Cell phones don't make kids dumb, but video games could help them do surgery, study finds

Research out of Michigan State University finds that parents pointing to cell phone use as a reasoin for there kids' poor academic performance might need to look elsewhere. Though there is some correspondence between video game playing and lower grades, the researchers found.

Cell phone use pretty much had no impact on academic performance of a group of 12-year-olds from 20 middle schools and an after-school center in Michigan, the researchers found in a 3-year study that's part of a broader examination of children and technology. More research needs to be done into texting, though, since that can be used for misconduct, such as sharing test answers. The study found that girls spent a lot more time on cell phones than did boys.

Researchers did find ties between video game playing and lower grades (A recent BYU study also had some discouraging findings about video game use, though in older students, though). However,  the good news is that video game playing didn't seem to have a bad effect on math skills.  In fact, video games can, not surprisingly, prove beneficial in developing visual-spatial skills. Such skills are considered crucial for learning science, engineering and other topics.
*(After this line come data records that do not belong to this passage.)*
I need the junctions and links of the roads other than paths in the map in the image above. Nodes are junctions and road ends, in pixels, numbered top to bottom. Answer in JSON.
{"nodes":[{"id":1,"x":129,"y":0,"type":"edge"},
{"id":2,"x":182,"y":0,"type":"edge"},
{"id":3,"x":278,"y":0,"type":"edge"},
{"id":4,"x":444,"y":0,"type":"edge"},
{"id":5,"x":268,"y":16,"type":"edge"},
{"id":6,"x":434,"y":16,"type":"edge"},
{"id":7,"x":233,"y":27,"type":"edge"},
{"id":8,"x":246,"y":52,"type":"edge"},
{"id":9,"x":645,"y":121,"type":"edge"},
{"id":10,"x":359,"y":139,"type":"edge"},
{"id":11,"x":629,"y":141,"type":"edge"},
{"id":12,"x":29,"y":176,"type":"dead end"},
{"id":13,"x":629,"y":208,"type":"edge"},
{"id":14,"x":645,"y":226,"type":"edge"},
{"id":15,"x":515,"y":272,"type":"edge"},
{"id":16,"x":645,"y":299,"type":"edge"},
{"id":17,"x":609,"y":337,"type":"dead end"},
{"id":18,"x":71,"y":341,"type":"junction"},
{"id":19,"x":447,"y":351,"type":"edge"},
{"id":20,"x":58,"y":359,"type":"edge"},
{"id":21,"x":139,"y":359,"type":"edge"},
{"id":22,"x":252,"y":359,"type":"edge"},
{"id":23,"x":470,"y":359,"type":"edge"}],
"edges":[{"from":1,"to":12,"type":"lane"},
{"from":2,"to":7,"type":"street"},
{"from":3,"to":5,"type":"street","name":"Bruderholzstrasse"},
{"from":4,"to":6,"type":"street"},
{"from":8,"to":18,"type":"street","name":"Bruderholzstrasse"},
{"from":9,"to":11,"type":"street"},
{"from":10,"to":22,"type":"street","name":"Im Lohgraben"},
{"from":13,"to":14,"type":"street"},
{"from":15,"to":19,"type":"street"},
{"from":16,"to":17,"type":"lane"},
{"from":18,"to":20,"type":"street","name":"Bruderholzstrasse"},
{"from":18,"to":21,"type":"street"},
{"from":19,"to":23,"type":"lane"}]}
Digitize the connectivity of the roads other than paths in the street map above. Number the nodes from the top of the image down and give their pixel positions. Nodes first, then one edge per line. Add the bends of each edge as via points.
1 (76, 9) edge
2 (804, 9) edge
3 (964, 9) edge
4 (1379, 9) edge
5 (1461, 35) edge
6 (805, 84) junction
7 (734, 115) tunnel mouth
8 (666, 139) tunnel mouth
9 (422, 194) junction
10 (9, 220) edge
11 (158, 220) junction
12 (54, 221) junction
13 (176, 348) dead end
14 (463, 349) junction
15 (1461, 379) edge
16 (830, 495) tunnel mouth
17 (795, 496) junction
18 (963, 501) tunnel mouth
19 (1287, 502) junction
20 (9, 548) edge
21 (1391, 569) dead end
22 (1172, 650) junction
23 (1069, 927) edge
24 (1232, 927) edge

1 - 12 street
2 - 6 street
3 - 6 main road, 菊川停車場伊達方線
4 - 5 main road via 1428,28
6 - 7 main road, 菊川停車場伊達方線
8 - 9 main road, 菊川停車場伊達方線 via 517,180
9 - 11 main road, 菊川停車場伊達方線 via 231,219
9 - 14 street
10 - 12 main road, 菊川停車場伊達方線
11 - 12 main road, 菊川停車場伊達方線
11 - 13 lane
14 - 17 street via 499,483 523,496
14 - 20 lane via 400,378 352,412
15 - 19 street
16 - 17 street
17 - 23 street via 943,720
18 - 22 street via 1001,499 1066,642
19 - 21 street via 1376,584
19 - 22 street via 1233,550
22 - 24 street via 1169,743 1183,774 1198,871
Linda Jackson, the Michigan State professor who leads the research project, urged video game makers to further focus on engaging users in visual-spatial skills and less on violent themes (not that all video game violence is bad, according to a recent study out of the UK). She also called on game makers to create more programs of interest to girls. Learning such skills can even pay off for students who go into fields such as surgery, she said.

"Girls are at a disadvantage by not having that three-dimensional experience," she said in a statement. "So when they get to medical school and they're doing surgery in the virtual world, they're not used to it."